During the past three weeks Cheshire West and Chester Council has patrolled the streets of Chester, knocking on more than 350 doors in an attempt to ‘educate’ people about putting out their rubbish.
But, with CWaC searching bin bags for torn-up addresses to pinpoint ‘offenders’ and targeting multiple-occupier households in Hoole and the Garden Quarter, residents are outraged they are being made to feel like criminals for putting out their often uncollected rubbish.
One Hoole resident, who does not wish to be named, was fined £50 after CWaC searched three bags and pieced together a torn-up address, before targeting her personally despite the rubbish also belonging to her three housemates.

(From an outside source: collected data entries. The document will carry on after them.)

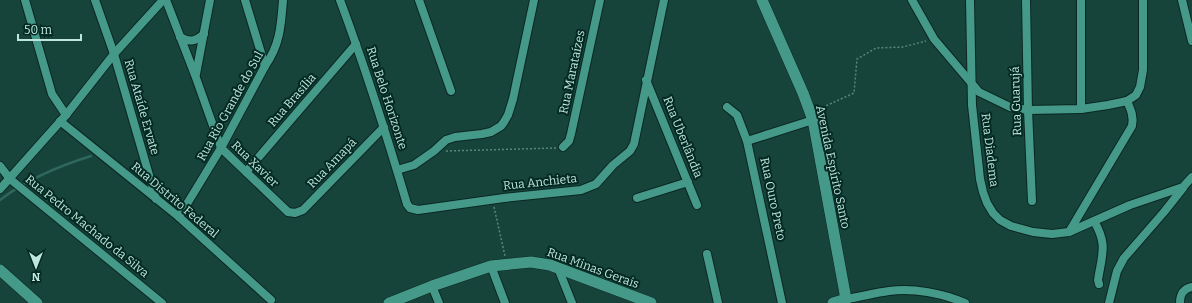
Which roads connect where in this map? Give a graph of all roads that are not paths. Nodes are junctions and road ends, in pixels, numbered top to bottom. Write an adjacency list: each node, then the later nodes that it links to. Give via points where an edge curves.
1 (25, 0): 34 (street, via 52,94)
2 (95, 0): 24 (street, Rua Ataíde Ervate)
3 (163, 0): 24 (street)
4 (166, 0): 21 (street, Rua Xavier)
5 (210, 0): 20 (street)
6 (245, 0): 25 (street)
7 (282, 0): 25 (street, Rua Rio Grande do Sul, via 278,42)
8 (340, 0): 23 (street, Rua Belo Horizonte)
9 (419, 0): 29 (street)
10 (534, 0): 42 (street, via 514,99 501,126 491,132 446,140 414,165)
11 (600, 0): 39 (street, Rua Marataízes, via 571,134)
12 (664, 0): 27 (street, Rua Anchieta)
13 (762, 0): 35 (street, Avenida Espírito Santo)
14 (912, 0): 28 (street, via 934,39)
15 (970, 0): 28 (street, Rua Diadema)
16 (1026, 0): 33 (street, Rua Guarujá)
17 (1081, 0): 32 (street)
18 (1143, 0): 30 (street, via 1143,70 1136,95)
19 (1182, 0): 22 (street)
20 (204, 34): 21 (street, via 192,41); 26 (street)
21 (180, 37): 26 (street, Rua Xavier)
22 (1192, 41)
23 (356, 44): 37 (street, Rua Belo Horizonte); 43 (street, Rua Brasília)
24 (114, 54): 34 (street); 50 (street, Rua Ataíde Ervate)
25 (265, 66): 40 (street, Rua Rio Grande do Sul)
26 (195, 75): 40 (street, Rua Xavier)
27 (646, 79): 46 (street, Rua Uberlândia); 52 (street, Rua Anchieta, via 632,148 596,184 570,192 493,199 418,210 410,208)
28 (971, 84): 33 (street, via 979,92 1010,107); 57 (street, Rua Diadema, via 980,179 987,203 993,213 1000,220 1022,230 1052,234)
29 (451, 91)
30 (1127, 101): 32 (street); 57 (street, via 1132,113 1132,126)
31 (727, 107): 38 (street, Rua Ouro Preto, via 737,115)
32 (1081, 109): 33 (street)
33 (1028, 110): 51 (street, Rua Guarujá)
34 (66, 115): 36 (street)
35 (811, 116): 38 (street); 65 (street, Avenida Espírito Santo)
36 (60, 121): 45 (street); 50 (street, Rua Distrito Federal)
37 (384, 127): 42 (street, Rua Belo Horizonte); 54 (street, Rua Amapá, via 303,210)
38 (748, 140): 75 (street, Rua Ouro Preto)
39 (563, 147)
40 (221, 148): 43 (street, Rua Xavier); 55 (street, Rua Rio Grande do Sul)
41 (0, 166): 45 (street, Rua Pedro Machado da Silva)
42 (397, 170): 52 (street, Rua Belo Horizonte)
43 (246, 172): 54 (street, Rua Xavier, via 288,212)
44 (1192, 177): 47 (street)
45 (10, 179): 48 (street); 68 (street, Rua Pedro Machado da Silva)
46 (688, 182): 49 (street); 53 (street, Rua Uberlândia)
47 (1183, 187): 56 (street, Rua Diadema, via 1130,205); 78 (street, via 1124,258 1117,271)
48 (0, 189)
49 (637, 198)
50 (156, 199): 55 (street, Rua Distrito Federal)
51 (1032, 201)
52 (407, 204)
53 (697, 205)
54 (295, 213)
55 (179, 216): 66 (street, Rua Distrito Federal)
56 (1094, 221): 57 (street, Rua Diadema); 62 (street, via 1104,246)
57 (1069, 232)
58 (707, 254): 74 (street)
59 (491, 266): 60 (street, Rua Minas Gerais, via 531,262); 63 (street, Rua Minas Gerais); 71 (street)
60 (558, 268): 72 (street); 73 (street, Rua Minas Gerais)
61 (0, 270): 67 (street)
62 (1099, 284)
63 (432, 286): 69 (street, Rua Minas Gerais); 70 (street)
64 (1192, 287): 79 (street, via 1183,290)
65 (846, 299): 76 (street); 77 (street, via 907,290 940,295)
66 (271, 300)
67 (38, 303)
68 (162, 303)
69 (389, 303)
70 (439, 303)
71 (506, 303)
72 (572, 303)
73 (651, 303)
74 (718, 303)
75 (782, 303)
76 (833, 303)
77 (965, 303)
78 (1109, 303)
79 (1180, 303)

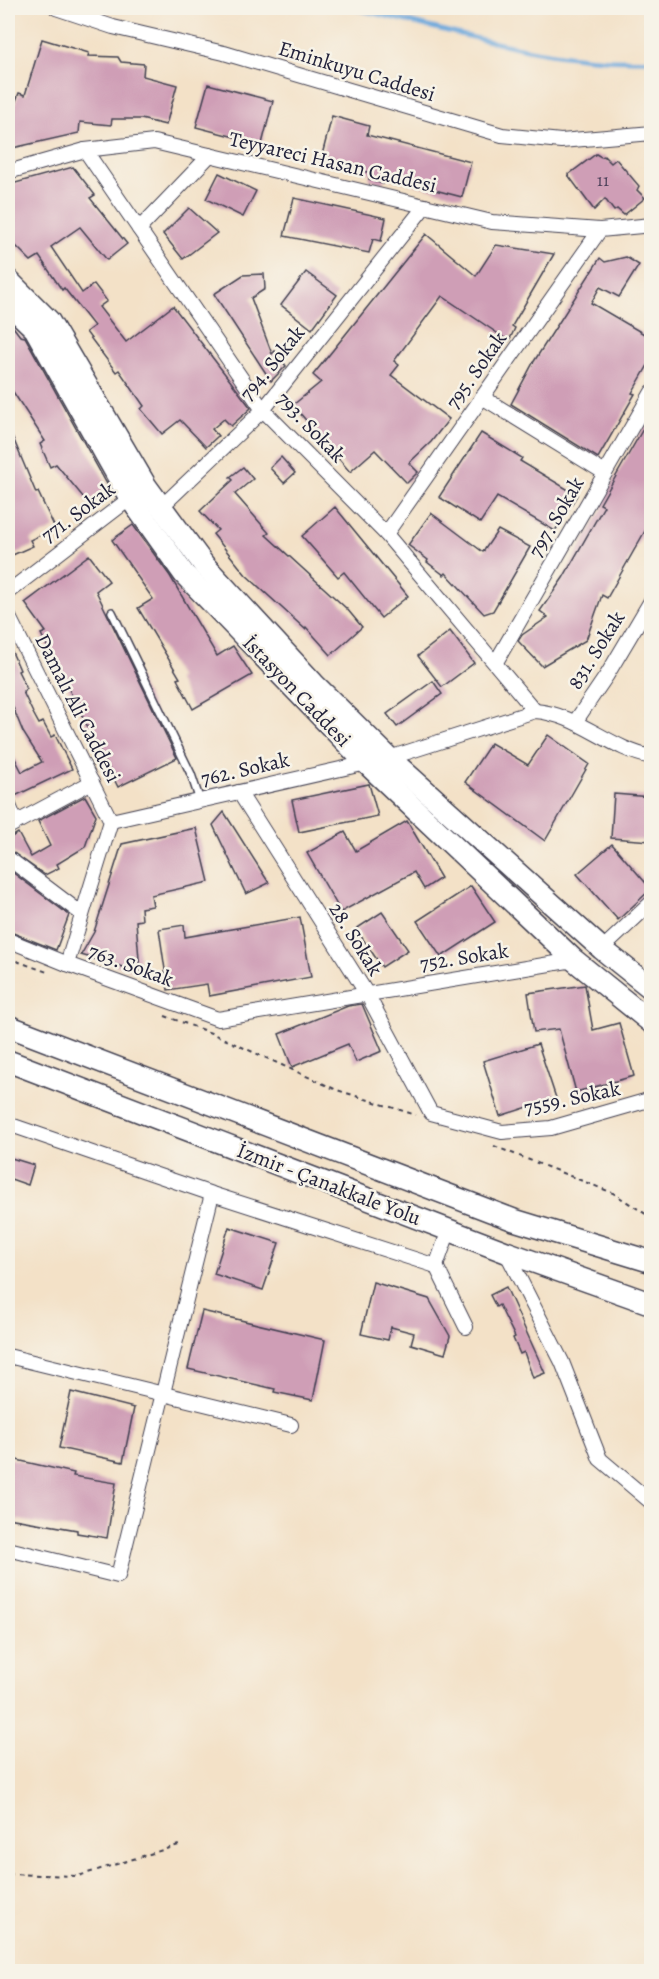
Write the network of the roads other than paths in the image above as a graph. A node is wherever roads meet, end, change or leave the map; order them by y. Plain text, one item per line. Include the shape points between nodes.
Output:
1 (56, 8) edge
2 (86, 12) edge
3 (651, 133) edge
4 (85, 150) junction
5 (210, 155) junction
6 (8, 171) edge
7 (425, 206) junction
8 (651, 225) edge
9 (139, 229) junction
10 (600, 230) junction
11 (8, 280) edge
12 (8, 303) edge
13 (651, 392) edge
14 (482, 397) junction
15 (263, 410) junction
16 (605, 473) junction
17 (138, 492) junction
18 (160, 508) junction
19 (386, 534) junction
20 (8, 592) edge
21 (651, 599) edge
22 (112, 612) dead end
23 (8, 615) edge
24 (496, 662) junction
25 (535, 711) junction
26 (575, 722) junction
27 (651, 757) edge
28 (389, 758) junction
29 (366, 763) junction
30 (92, 782) junction
31 (239, 792) junction
32 (200, 801) junction
33 (8, 803) edge
34 (111, 821) junction
35 (12, 824) edge
36 (8, 858) edge
37 (651, 902) edge
38 (82, 914) junction
39 (8, 940) edge
40 (602, 949) junction
41 (574, 960) junction
42 (67, 964) junction
43 (651, 989) edge
44 (367, 994) junction
45 (218, 1019) joint
46 (651, 1023) edge
47 (8, 1026) edge
48 (8, 1061) edge
49 (651, 1099) edge
50 (431, 1113) joint
51 (8, 1124) edge
52 (212, 1194) junction
53 (449, 1230) junction
54 (506, 1252) junction
55 (651, 1262) edge
56 (436, 1266) junction
57 (651, 1304) edge
58 (466, 1327) dead end
59 (8, 1356) edge
60 (163, 1394) junction
61 (291, 1425) dead end
62 (651, 1503) edge
63 (8, 1549) edge

1 - 2 street, Eminkuyu Caddesi
2 - 3 street, Eminkuyu Caddesi via 113,27 224,53 502,135 592,141
4 - 5 street, Teyyareci Hasan Caddesi via 154,142
4 - 6 street, Teyyareci Hasan Caddesi
4 - 9 street, 793. Sokak
5 - 7 street, Teyyareci Hasan Caddesi
5 - 9 street
7 - 10 street, Teyyareci Hasan Caddesi via 492,222
7 - 15 street, 794. Sokak
8 - 10 street, Teyyareci Hasan Caddesi
9 - 15 street, 793. Sokak
10 - 14 street, 795. Sokak
11 - 17 main road, İstasyon Caddesi via 50,321
12 - 17 main road, İstasyon Caddesi via 35,329
13 - 16 street, 797. Sokak
14 - 16 street
14 - 19 street, 795. Sokak
15 - 18 street, 794. Sokak
15 - 19 street, 793. Sokak
16 - 24 street, 797. Sokak
17 - 18 main road, İstasyon Caddesi
17 - 20 street, 771. Sokak
17 - 29 main road, İstasyon Caddesi via 184,574
18 - 28 main road, İstasyon Caddesi via 204,565
19 - 24 street, 793. Sokak
21 - 26 street, 831. Sokak
22 - 32 lane via 191,774
23 - 30 street, Damalı Ali Caddesi
24 - 25 street, 793. Sokak
25 - 26 street via 553,712
25 - 28 street, 762. Sokak
26 - 27 street via 602,738
28 - 29 street, 762. Sokak
28 - 40 main road, İstasyon Caddesi
29 - 31 street, 762. Sokak
29 - 41 main road, İstasyon Caddesi
30 - 34 street, Damalı Ali Caddesi
30 - 35 street
31 - 32 street, 762. Sokak
31 - 44 street, 28. Sokak
32 - 34 street, 762. Sokak
33 - 35 street
34 - 38 street, 763. Sokak
36 - 38 street
37 - 40 street
38 - 42 street, 763. Sokak
39 - 42 street
40 - 43 main road, İstasyon Caddesi
41 - 44 street, 752. Sokak
41 - 46 main road, İstasyon Caddesi
42 - 45 street, 763. Sokak
44 - 45 street, 752. Sokak
44 - 50 street, 28. Sokak
47 - 55 main road, İzmir - Çanakkale Yolu via 514,1220
48 - 53 main road, İzmir - Çanakkale Yolu
49 - 50 street, 7559. Sokak via 551,1128 502,1132
51 - 52 street
52 - 56 street
52 - 60 street
53 - 54 main road, İzmir - Çanakkale Yolu
53 - 56 street
54 - 57 main road, İzmir - Çanakkale Yolu
54 - 62 street via 562,1362 600,1459
56 - 58 street
59 - 60 street
60 - 61 street
60 - 63 street via 118,1576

“They left the bags and put tape over it saying it had been searched for evidence,” she said, adding she had been fined £50 for putting it in the ‘wrong place’. “It is really worrying the letter didn’t say if I would be fined or what was going to happen. The rubbish is from four people but they found my name and targeted me.”
The Chronicle Facebook page has been flooded with comments from city residents who have been contacted and fined for leaving out their rubbish, some of which was left out after not being collected for days.
But the council, which admits searching through rubbish for personal details, insists it is simply trying to ‘educate’ people and reduce the build-up of rubbish by stopping ‘serial offenders’ constantly putting out bins on the wrong day and making alleyways an ‘unpleasant no-go area’.
To date CWaC, which is working with the police, university and students’ union, has knocked on 357 doors, issued 134 red letters and issued 41 residents with £75 fixed penalty fines.
Cllr Lynn Riley assured residents the fines were a ‘last resort’ and said: “We have been forced to take such action due to the disgusting state of some of the alleyways – which in some cases look more like Dickensian London than modern Chester – all because the bin bags were put out on the wrong day and in the wrong place.
“I must stress that we are looking to tackle a very small number of persistent offenders with this scheme, and this is much more about educating and informing rather than issuing fixed penalty notices left, right and centre.”